> _Action item_
Find the word "lane" in the material below and gather every line that contains it.

─── Record excerpts

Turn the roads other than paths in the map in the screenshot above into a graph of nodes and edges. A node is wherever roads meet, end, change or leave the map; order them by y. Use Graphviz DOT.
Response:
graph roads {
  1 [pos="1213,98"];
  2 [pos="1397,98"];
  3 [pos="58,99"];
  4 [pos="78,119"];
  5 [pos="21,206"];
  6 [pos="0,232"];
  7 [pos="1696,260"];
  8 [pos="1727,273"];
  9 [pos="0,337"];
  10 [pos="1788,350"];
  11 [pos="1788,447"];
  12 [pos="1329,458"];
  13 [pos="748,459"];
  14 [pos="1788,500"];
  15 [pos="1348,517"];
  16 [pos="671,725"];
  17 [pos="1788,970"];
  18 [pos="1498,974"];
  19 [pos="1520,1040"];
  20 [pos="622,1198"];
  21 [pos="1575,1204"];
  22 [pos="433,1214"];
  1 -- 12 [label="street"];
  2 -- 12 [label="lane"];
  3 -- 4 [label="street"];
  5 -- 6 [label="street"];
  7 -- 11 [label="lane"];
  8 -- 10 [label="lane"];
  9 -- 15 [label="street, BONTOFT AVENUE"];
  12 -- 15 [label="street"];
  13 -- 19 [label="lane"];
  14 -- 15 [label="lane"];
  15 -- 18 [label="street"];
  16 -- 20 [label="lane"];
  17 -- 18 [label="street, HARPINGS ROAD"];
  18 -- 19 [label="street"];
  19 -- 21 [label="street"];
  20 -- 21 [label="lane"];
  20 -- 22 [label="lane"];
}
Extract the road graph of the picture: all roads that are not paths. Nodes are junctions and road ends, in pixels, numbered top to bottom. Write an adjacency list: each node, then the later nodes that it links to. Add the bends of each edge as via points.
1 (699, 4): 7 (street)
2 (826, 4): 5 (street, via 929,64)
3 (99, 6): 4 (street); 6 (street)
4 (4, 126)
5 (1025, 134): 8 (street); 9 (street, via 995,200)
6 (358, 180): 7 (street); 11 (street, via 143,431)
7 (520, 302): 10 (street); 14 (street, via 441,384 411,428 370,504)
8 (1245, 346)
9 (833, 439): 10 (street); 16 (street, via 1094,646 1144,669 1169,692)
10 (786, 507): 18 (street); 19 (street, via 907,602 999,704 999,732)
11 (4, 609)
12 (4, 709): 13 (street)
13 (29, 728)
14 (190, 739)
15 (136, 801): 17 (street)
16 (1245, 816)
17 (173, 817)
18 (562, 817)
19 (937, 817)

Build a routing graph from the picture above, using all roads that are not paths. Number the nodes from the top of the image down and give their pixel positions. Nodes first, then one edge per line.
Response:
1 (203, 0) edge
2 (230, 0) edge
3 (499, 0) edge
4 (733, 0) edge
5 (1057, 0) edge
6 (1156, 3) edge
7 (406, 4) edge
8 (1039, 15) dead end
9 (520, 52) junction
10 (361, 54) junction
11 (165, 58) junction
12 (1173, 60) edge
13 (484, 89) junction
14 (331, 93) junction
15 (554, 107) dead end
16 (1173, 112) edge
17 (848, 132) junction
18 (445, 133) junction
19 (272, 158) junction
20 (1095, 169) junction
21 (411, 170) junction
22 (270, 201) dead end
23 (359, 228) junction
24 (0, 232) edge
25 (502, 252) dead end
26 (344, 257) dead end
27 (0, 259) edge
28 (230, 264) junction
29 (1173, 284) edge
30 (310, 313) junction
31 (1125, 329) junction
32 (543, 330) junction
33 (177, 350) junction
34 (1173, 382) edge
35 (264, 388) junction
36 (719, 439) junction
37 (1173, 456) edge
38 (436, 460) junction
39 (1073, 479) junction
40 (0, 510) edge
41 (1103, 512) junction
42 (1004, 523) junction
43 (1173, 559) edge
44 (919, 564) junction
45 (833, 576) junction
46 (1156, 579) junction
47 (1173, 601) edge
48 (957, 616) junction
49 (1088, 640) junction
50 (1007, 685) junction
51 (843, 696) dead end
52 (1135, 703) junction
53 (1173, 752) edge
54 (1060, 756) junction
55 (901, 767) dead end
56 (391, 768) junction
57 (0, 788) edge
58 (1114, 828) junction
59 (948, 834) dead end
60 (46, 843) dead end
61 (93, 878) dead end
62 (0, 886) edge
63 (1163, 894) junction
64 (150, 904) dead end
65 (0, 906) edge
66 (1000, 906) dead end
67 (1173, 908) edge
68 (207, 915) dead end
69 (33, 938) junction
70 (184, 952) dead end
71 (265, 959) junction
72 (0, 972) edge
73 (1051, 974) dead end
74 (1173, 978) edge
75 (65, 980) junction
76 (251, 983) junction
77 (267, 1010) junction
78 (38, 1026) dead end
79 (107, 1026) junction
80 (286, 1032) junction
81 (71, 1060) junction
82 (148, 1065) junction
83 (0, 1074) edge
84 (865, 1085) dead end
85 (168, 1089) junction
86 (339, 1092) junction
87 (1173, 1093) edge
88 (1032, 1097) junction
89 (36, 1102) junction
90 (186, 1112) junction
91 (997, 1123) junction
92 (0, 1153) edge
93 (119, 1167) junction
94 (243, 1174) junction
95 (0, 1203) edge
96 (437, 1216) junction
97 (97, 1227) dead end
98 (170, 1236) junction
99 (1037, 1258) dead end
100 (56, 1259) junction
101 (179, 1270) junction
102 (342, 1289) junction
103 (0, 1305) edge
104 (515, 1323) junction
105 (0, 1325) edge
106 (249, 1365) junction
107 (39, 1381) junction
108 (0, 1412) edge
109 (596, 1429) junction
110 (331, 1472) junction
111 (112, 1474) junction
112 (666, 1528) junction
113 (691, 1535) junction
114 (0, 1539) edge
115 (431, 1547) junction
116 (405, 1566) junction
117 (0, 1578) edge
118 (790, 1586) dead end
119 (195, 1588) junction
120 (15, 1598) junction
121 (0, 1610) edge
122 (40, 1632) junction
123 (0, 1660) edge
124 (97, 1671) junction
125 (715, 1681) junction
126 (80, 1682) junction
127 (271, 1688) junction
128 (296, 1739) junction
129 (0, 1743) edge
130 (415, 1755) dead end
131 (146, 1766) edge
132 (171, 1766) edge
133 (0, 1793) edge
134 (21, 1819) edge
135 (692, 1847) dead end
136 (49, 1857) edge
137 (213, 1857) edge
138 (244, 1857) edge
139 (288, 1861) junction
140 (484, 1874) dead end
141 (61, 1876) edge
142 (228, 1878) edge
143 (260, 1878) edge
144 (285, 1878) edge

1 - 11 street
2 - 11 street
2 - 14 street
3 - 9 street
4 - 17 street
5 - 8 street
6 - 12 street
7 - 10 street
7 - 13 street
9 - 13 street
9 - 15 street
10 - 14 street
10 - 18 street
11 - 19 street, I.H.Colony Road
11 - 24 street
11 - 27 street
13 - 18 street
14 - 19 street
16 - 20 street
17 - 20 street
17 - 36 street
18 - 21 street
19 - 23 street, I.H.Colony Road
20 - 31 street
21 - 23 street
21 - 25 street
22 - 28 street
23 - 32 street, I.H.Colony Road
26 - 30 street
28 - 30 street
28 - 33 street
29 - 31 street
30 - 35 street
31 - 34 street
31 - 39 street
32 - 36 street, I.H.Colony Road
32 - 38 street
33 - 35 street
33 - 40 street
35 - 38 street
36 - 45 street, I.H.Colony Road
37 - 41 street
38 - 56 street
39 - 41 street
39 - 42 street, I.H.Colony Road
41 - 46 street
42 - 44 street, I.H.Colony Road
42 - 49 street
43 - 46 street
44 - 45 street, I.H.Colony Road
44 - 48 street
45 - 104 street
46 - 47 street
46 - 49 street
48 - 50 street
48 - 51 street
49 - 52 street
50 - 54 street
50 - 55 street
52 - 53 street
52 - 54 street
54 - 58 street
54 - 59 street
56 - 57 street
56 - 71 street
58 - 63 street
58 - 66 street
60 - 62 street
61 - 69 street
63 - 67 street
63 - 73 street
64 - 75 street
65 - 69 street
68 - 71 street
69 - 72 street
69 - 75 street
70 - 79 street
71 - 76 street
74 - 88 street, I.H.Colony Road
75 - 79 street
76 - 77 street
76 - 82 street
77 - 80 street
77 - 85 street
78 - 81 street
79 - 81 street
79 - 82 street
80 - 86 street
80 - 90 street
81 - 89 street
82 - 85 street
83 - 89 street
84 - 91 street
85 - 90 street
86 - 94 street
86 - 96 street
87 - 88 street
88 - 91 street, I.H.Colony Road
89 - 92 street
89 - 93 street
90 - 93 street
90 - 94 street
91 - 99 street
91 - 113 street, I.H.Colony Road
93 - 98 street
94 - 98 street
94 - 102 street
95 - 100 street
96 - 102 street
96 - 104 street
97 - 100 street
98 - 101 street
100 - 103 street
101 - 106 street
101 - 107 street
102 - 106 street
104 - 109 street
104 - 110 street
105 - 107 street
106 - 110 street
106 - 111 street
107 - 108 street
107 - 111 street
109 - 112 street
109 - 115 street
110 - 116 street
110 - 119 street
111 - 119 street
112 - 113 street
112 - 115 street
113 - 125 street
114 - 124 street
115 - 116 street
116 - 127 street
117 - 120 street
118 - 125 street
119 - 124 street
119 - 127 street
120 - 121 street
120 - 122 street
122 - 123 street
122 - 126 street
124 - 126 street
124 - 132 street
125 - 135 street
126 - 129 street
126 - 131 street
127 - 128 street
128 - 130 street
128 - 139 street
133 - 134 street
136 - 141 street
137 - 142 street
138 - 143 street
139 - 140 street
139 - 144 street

──────

> _Answer for this exercise_
  2 -- 12 [label="lane"];
  7 -- 11 [label="lane"];
  8 -- 10 [label="lane"];
  13 -- 19 [label="lane"];
  14 -- 15 [label="lane"];
  16 -- 20 [label="lane"];
  20 -- 21 [label="lane"];
  20 -- 22 [label="lane"];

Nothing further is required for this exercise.